Meerbusch Hugo Recken: Streit um Rolle in der Nazi-Zeit

Meerbusch · Ob ein früherer Bürgermeister von Osterath ein überzeugter Nazi war oder nicht, darüber streiten im Moment die Experten.

Am Donnerstag berät der Ältestenrat der Stadt hinter verschlossenen Türen über das weitere Vorgehen zur Erhellung der Vergangenheit Hugo Reckens, dem in Osterath eine Straße gewidmet ist. Anlass für die Diskussion, inwieweit der frühere Bürgermeister überzeugter Handlanger des Hitler-Regimes gewesen war, bot ein Vortrag des Historikers Lothar Klouten auf Einladung des Vereins Pro Osterath. Nach der Verlegung so genannter Stolpersteine zur Erinnerung an die deportierten Osterather jüdischen Glaubens war das Thema im Ort aktuell.

Klouten referierte unter anderem, dass Recken seinerzeit die jüdische Familie Gutmann bei der Gestapo gleichsam denunziert und die Deportation der Juden aus der Gemeinde aktiv befördert habe. Unter den Zuhörern war auch Christian Staudinger-Napp, Fraktionsvorsitzender der Unabhängigen Wählergemeinschaft (UWG). Er schrieb an Bürgermeister Dieter Spindler mit der Bitte, sich der Thematik anzunehmen und zu prüfen, ob eine Änderung des Straßennamens notwendig sei.

Spindler beauftragte den Stadtarchivar Michael Regenbrecht entsprechende Recherchen anzustellen. Die Stoffsammlung liegt inzwischen vor und zeichnet ein durchaus anderes Bild. Demnach hat Recken bei seiner Ernennung selbst gegen Vorbehalte der NSDAP-Vertreter im Gemeinderat ankämpfen müssen. Außerdem sei er aus dem so genannten Entnazifizierungsverfahren mit einer sauberen Weste herausgegangen. Die britische Militärregierung habe Recken am 29. Januar 1946 als ausgewiesenen Verwaltungsfachmann auf einstimmigen Antrag des ernannten Osterather Gemeinderates wieder zum Gemeindedirektor bestimmt.

Klouten bemängelt, dass Regenbrecht zwar Archivar sei, aber eben kein Historiker. Deshalb fehle es an einer Einordnung und Betrachtung aus dem historischen Kontext. Recken sei während des Nationalsozialismus als Gemeindedirektor sowohl örtlicher Polizeichef als auch örtlicher Gestapo-Kommandeur gewesen.

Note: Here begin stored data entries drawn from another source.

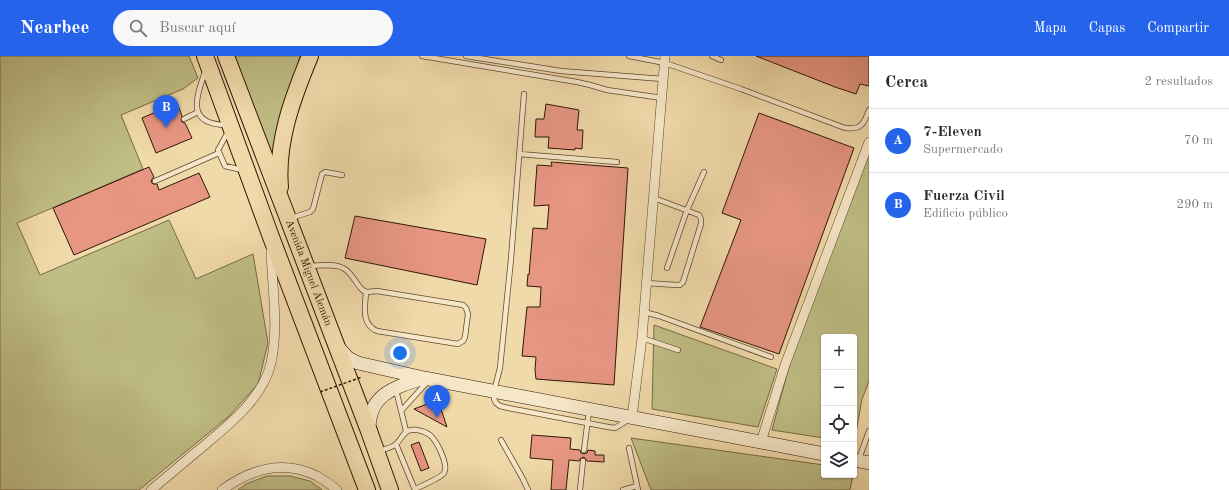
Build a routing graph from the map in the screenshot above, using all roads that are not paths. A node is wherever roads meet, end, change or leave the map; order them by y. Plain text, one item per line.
1 (226, 56) edge
2 (310, 56) edge
3 (422, 56) edge
4 (466, 56) edge
5 (629, 56) edge
6 (712, 56) edge
7 (665, 59) edge
8 (206, 60) edge
9 (721, 60) dead end
10 (664, 79) junction
11 (524, 94) dead end
12 (663, 98) junction
13 (869, 110) edge
14 (198, 112) junction
15 (184, 119) dead end
16 (231, 126) junction
17 (869, 142) edge
18 (219, 153) junction
19 (519, 154) junction
20 (617, 162) dead end
21 (247, 172) junction
22 (704, 172) dead end
23 (342, 175) dead end
24 (155, 181) dead end
25 (654, 198) junction
26 (687, 210) junction
27 (285, 212) junction
28 (271, 237) junction
29 (306, 266) junction
30 (666, 268) dead end
31 (646, 283) junction
32 (366, 292) junction
33 (644, 312) junction
34 (642, 338) junction
35 (334, 340) junction
36 (678, 350) dead end
37 (771, 357) dead end
38 (427, 378) junction
39 (395, 387) junction
40 (494, 391) junction
41 (589, 409) junction
42 (401, 411) junction
43 (632, 417) junction
44 (587, 423) junction
45 (369, 431) junction
46 (406, 431) junction
47 (869, 431) edge
48 (501, 440) dead end
49 (761, 442) junction
50 (396, 444) junction
51 (628, 448) dead end
52 (584, 450) dead end
53 (377, 452) junction
54 (821, 453) edge
55 (583, 461) dead end
56 (860, 461) edge
57 (637, 488) edge
58 (151, 490) edge
59 (222, 490) edge
60 (337, 490) edge
61 (367, 490) edge
62 (390, 490) edge
63 (415, 490) edge
64 (528, 490) edge
65 (580, 490) edge
66 (623, 490) edge

1 - 27 highway, Avenida Miguel Alemán
2 - 27 highway
3 - 12 lane
4 - 10 lane
5 - 7 lane
6 - 9 lane
7 - 10 street
7 - 13 lane
8 - 14 lane
8 - 16 highway, Avenida Miguel Alemán
10 - 12 street
11 - 19 lane
12 - 25 street
14 - 15 lane
14 - 16 lane
16 - 18 lane
16 - 21 highway, Avenida Miguel Alemán
17 - 49 street
18 - 21 lane
18 - 24 lane
19 - 20 lane
19 - 40 lane
21 - 28 highway, Avenida Miguel Alemán
22 - 26 lane
23 - 27 lane
25 - 26 lane
25 - 31 street
26 - 30 lane
26 - 31 lane
27 - 29 highway, Avenida Miguel Alemán
28 - 58 street
28 - 61 highway, Avenida Miguel Alemán
29 - 32 lane
29 - 35 highway, Avenida Miguel Alemán
31 - 33 street
32 - 32 lane
33 - 34 street
33 - 37 lane
34 - 36 lane
34 - 43 street
35 - 38 main road
35 - 45 highway, Avenida Miguel Alemán
38 - 39 main road
38 - 40 main road
38 - 42 lane
39 - 42 lane
39 - 45 main road
40 - 41 main road
40 - 44 lane
41 - 43 main road
41 - 44 lane
42 - 46 lane
43 - 44 lane
43 - 49 main road
44 - 52 lane
45 - 53 highway, Avenida Miguel Alemán
46 - 50 lane
46 - 63 lane
47 - 56 lane
48 - 64 lane
49 - 54 main road
50 - 53 lane
50 - 63 lane
51 - 57 lane
53 - 62 highway, Avenida Miguel Alemán
55 - 65 lane
57 - 66 lane
59 - 60 street

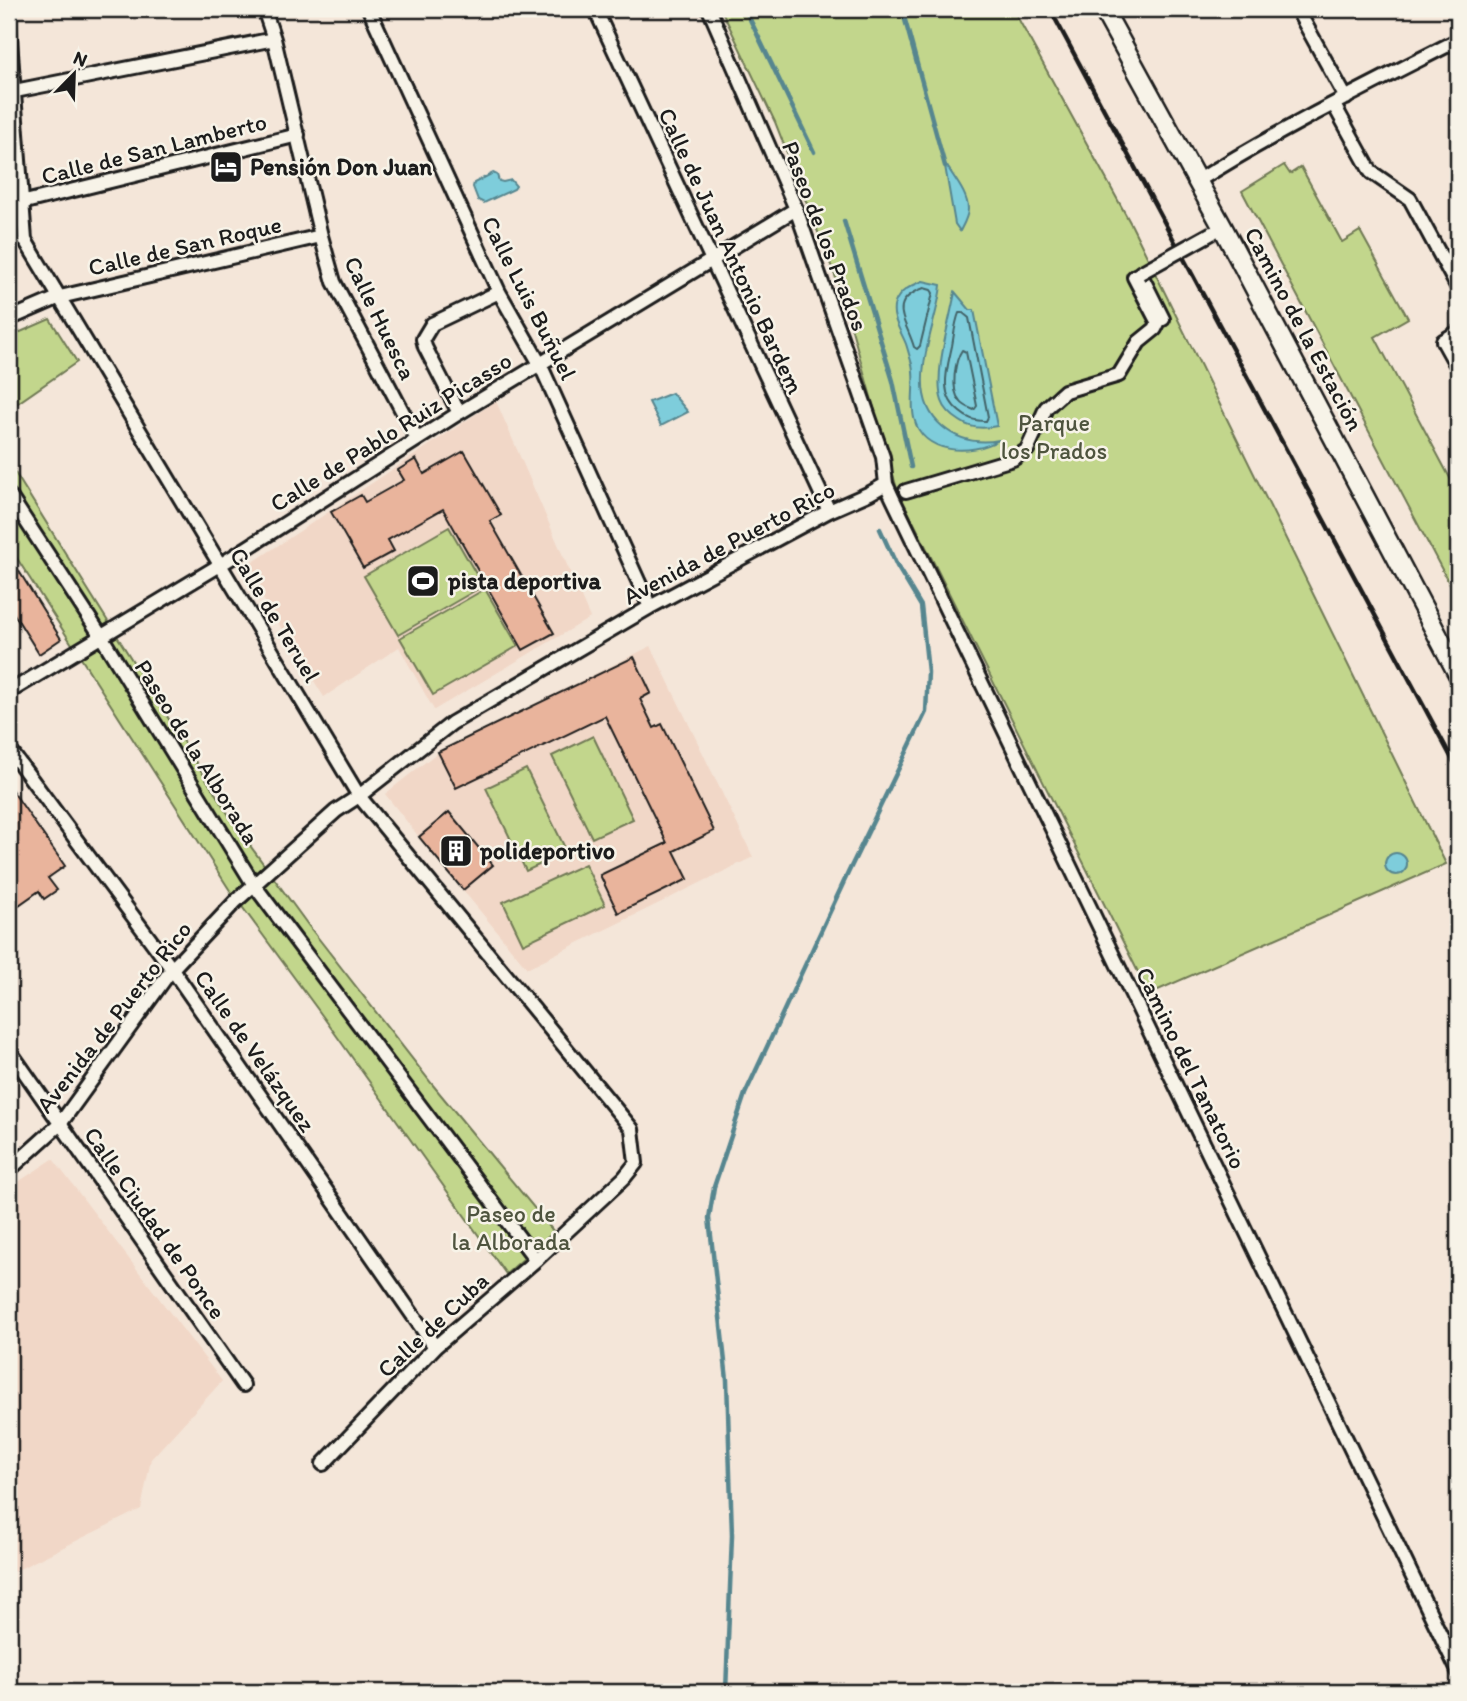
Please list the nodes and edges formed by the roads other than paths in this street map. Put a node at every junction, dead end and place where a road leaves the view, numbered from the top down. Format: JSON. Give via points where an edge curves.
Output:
{"nodes":[{"id":1,"x":264,"y":9,"type":"edge"},
{"id":2,"x":369,"y":9,"type":"edge"},
{"id":3,"x":595,"y":9,"type":"edge"},
{"id":4,"x":709,"y":9,"type":"edge"},
{"id":5,"x":1103,"y":9,"type":"edge"},
{"id":6,"x":1297,"y":9,"type":"edge"},
{"id":7,"x":9,"y":27,"type":"edge"},
{"id":8,"x":274,"y":39,"type":"junction"},
{"id":9,"x":1458,"y":40,"type":"edge"},
{"id":10,"x":15,"y":91,"type":"junction"},
{"id":11,"x":1346,"y":98,"type":"junction"},
{"id":12,"x":1334,"y":105,"type":"junction"},
{"id":13,"x":12,"y":111,"type":"edge"},
{"id":14,"x":298,"y":135,"type":"junction"},
{"id":15,"x":1196,"y":182,"type":"junction"},
{"id":16,"x":21,"y":203,"type":"junction"},
{"id":17,"x":796,"y":209,"type":"junction"},
{"id":18,"x":1212,"y":233,"type":"dead end"},
{"id":19,"x":321,"y":236,"type":"junction"},
{"id":20,"x":712,"y":259,"type":"junction"},
{"id":21,"x":1458,"y":288,"type":"edge"},
{"id":22,"x":499,"y":292,"type":"junction"},
{"id":23,"x":60,"y":297,"type":"junction"},
{"id":24,"x":9,"y":319,"type":"edge"},
{"id":25,"x":1458,"y":332,"type":"edge"},
{"id":26,"x":540,"y":364,"type":"junction"},
{"id":27,"x":1458,"y":368,"type":"edge"},
{"id":28,"x":459,"y":413,"type":"junction"},
{"id":29,"x":417,"y":439,"type":"junction"},
{"id":30,"x":886,"y":484,"type":"junction"},
{"id":31,"x":906,"y":491,"type":"dead end"},
{"id":32,"x":9,"y":495,"type":"edge"},
{"id":33,"x":829,"y":511,"type":"junction"},
{"id":34,"x":220,"y":565,"type":"junction"},
{"id":35,"x":650,"y":607,"type":"junction"},
{"id":36,"x":101,"y":636,"type":"junction"},
{"id":37,"x":1458,"y":674,"type":"edge"},
{"id":38,"x":9,"y":692,"type":"edge"},
{"id":39,"x":9,"y":749,"type":"edge"},
{"id":40,"x":359,"y":796,"type":"junction"},
{"id":41,"x":254,"y":884,"type":"junction"},
{"id":42,"x":172,"y":969,"type":"junction"},
{"id":43,"x":9,"y":1050,"type":"edge"},
{"id":44,"x":60,"y":1124,"type":"junction"},
{"id":45,"x":636,"y":1163,"type":"joint"},
{"id":46,"x":9,"y":1170,"type":"edge"},
{"id":47,"x":536,"y":1260,"type":"junction"},
{"id":48,"x":435,"y":1347,"type":"junction"},
{"id":49,"x":243,"y":1385,"type":"dead end"},
{"id":50,"x":323,"y":1464,"type":"dead end"},
{"id":51,"x":1458,"y":1671,"type":"edge"}],
"edges":[{"from":1,"to":8,"type":"street","name":"Calle Huesca"},
{"from":2,"to":22,"type":"street","name":"Calle Luis Buñuel"},
{"from":3,"to":20,"type":"street","name":"Calle de Juan Antonio Bardem"},
{"from":4,"to":17,"type":"street","name":"Paseo de los Prados"},
{"from":5,"to":15,"type":"street","name":"Camino de la Estación"},
{"from":6,"to":11,"type":"street"},
{"from":7,"to":10,"type":"street","name":"Calle de Teruel"},
{"from":8,"to":10,"type":"street"},
{"from":8,"to":14,"type":"street","name":"Calle Huesca"},
{"from":9,"to":11,"type":"street"},
{"from":10,"to":13,"type":"street","name":"Calle de Teruel"},
{"from":11,"to":12,"type":"street"},
{"from":12,"to":15,"type":"street"},
{"from":12,"to":21,"type":"street","via":[[1371,172],[1410,199]]},
{"from":13,"to":16,"type":"street","name":"Calle de Teruel"},
{"from":14,"to":16,"type":"street","name":"Calle de San Lamberto"},
{"from":14,"to":19,"type":"street","name":"Calle Huesca"},
{"from":15,"to":37,"type":"street","name":"Camino de la Estación"},
{"from":16,"to":23,"type":"street","name":"Calle de Teruel","via":[[25,240]]},
{"from":17,"to":20,"type":"street","name":"Calle de Pablo Ruiz Picasso"},
{"from":17,"to":30,"type":"street","name":"Paseo de los Prados","via":[[883,457]]},
{"from":18,"to":31,"type":"street","bridge":true,"via":[[1140,273],[1163,319],[1137,275],[1134,277],[1158,323],[1139,342],[1119,374],[1065,391],[1046,408],[1027,450],[1013,459]]},
{"from":19,"to":23,"type":"street","name":"Calle de San Roque"},
{"from":19,"to":29,"type":"street","name":"Calle Huesca","via":[[334,282]]},
{"from":20,"to":26,"type":"street","name":"Calle de Pablo Ruiz Picasso"},
{"from":20,"to":33,"type":"street","name":"Calle de Juan Antonio Bardem"},
{"from":22,"to":26,"type":"street","name":"Calle Luis Buñuel"},
{"from":22,"to":28,"type":"street","via":[[432,324],[423,339]]},
{"from":23,"to":24,"type":"street","name":"Calle de San Roque"},
{"from":23,"to":34,"type":"street","name":"Calle de Teruel"},
{"from":25,"to":27,"type":"street","via":[[1444,341]]},
{"from":26,"to":28,"type":"street","name":"Calle de Pablo Ruiz Picasso"},
{"from":26,"to":35,"type":"street","name":"Calle Luis Buñuel"},
{"from":28,"to":29,"type":"street","name":"Calle de Pablo Ruiz Picasso"},
{"from":29,"to":34,"type":"street","name":"Calle de Pablo Ruiz Picasso"},
{"from":30,"to":33,"type":"street","name":"Avenida de Puerto Rico"},
{"from":30,"to":51,"type":"street","name":"Camino del Tanatorio"},
{"from":32,"to":36,"type":"street","name":"Paseo de la Alborada"},
{"from":33,"to":35,"type":"street","name":"Avenida de Puerto Rico"},
{"from":34,"to":36,"type":"street","name":"Calle de Pablo Ruiz Picasso"},
{"from":34,"to":40,"type":"street","name":"Calle de Teruel"},
{"from":35,"to":40,"type":"street","name":"Avenida de Puerto Rico","via":[[452,723]]},
{"from":36,"to":38,"type":"street","name":"Calle de Pablo Ruiz Picasso"},
{"from":36,"to":41,"type":"street","name":"Paseo de la Alborada"},
{"from":39,"to":42,"type":"street","name":"Calle de Velázquez"},
{"from":40,"to":41,"type":"street","name":"Avenida de Puerto Rico"},
{"from":40,"to":45,"type":"street","name":"Calle de Teruel","via":[[632,1129]]},
{"from":41,"to":42,"type":"street","name":"Avenida de Puerto Rico"},
{"from":41,"to":47,"type":"street","name":"Paseo de la Alborada"},
{"from":42,"to":44,"type":"street","name":"Avenida de Puerto Rico"},
{"from":42,"to":48,"type":"street","name":"Calle de Velázquez"},
{"from":43,"to":44,"type":"street","name":"Calle Ciudad de Ponce"},
{"from":44,"to":46,"type":"street","name":"Avenida de Puerto Rico"},
{"from":44,"to":49,"type":"street","name":"Calle Ciudad de Ponce"},
{"from":45,"to":47,"type":"street","name":"Calle de Cuba"},
{"from":47,"to":48,"type":"street","name":"Calle de Cuba"},
{"from":48,"to":50,"type":"street","name":"Calle de Cuba"}]}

Staudinger-Napp, Ratskollegin Daniela Glasmacher und Klouten empfehlen der Kommune, einen externen Sachverständigen mit einem Gutachten zu beauftragen. Dafür komme zum Beispiel der frühere Leiter des Hauptstaatsarchivs Düsseldorf , Dr. Anselm Faust, in Frage, der Verfasser der Publikation "Die Reichskristallnacht im Rheinland".

Die Diskussion über Recken erinnert an die Umbenennung des Carl-Diem-Wegs in Bösinghoven. Damals hatte der Meerbuscher Experte Dr. Peter Dohms mit seinem Gutachten über die Rolle des Sportfunktionärs im Dritten Reich bundesweit eine Lawine losgetreten — überall wurden die Namen von Straßen und Sportstätten geändert. Das ist bei dem nur lokal bekannten Recken nicht zu erwarten.